Require Import List.
Import ListNotations.
Fixpoint count {T : Type}
(p : T -> Prop) (dec : forall (w: T), {p w} + {~ (p w)}) (l : list T) :=
match l with
| [] => 0
| h :: t => if dec h then S (count p dec t) else (count p dec t)
end.
Inductive T := a | b | c.
Definition p x := match x with | a => True | b => True | c => False end.
Lemma dec_p: forall (w: T), {p w} + {~ (p w)}.
Proof.
intros []; simpl; auto.
Defined.
Lemma example2: (count p dec_p [a; b; c]) = 2. Proof. reflexivity. Qed.

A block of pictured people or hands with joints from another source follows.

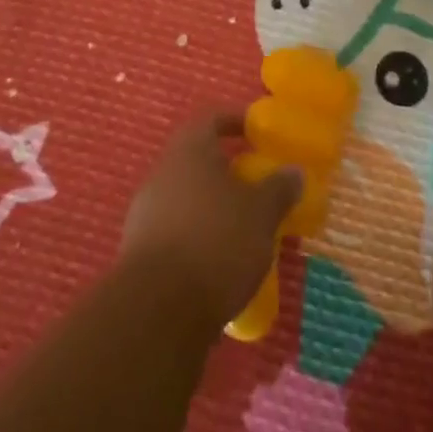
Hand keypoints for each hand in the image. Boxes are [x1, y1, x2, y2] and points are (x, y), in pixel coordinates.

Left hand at [120, 112, 302, 330]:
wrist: (157, 312)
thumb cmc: (216, 242)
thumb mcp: (262, 213)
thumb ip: (279, 188)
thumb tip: (293, 171)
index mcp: (189, 151)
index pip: (211, 119)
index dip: (235, 122)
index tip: (257, 133)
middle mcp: (162, 174)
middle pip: (197, 161)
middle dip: (228, 172)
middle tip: (259, 187)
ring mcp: (145, 214)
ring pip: (187, 199)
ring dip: (213, 208)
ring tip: (246, 230)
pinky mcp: (139, 254)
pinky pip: (176, 233)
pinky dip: (199, 239)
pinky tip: (221, 263)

Let's create our custom hint database and add your axioms there:
Hint Resolve Aa : axiom_db.
Hint Resolve Ab : axiom_db.
Hint Resolve Ac : axiom_db.
Now, the firstorder tactic can make use of the hint database:
Lemma example: count q (cons a (cons b (cons c nil))) = 2.
Proof.
unfold count.
destruct (dec q a), (dec q b), (dec q c); firstorder with axiom_db.
Qed.
We can automate our solution using the following piece of Ltac:
Ltac solve_the_probem :=
match goal with
|- context [if dec ?q ?x then _ else _] =>
destruct (dec q x);
firstorder with axioms_db;
solve_the_probem
end.
Then, unfold count; solve_the_probem. will be able to prove the lemma.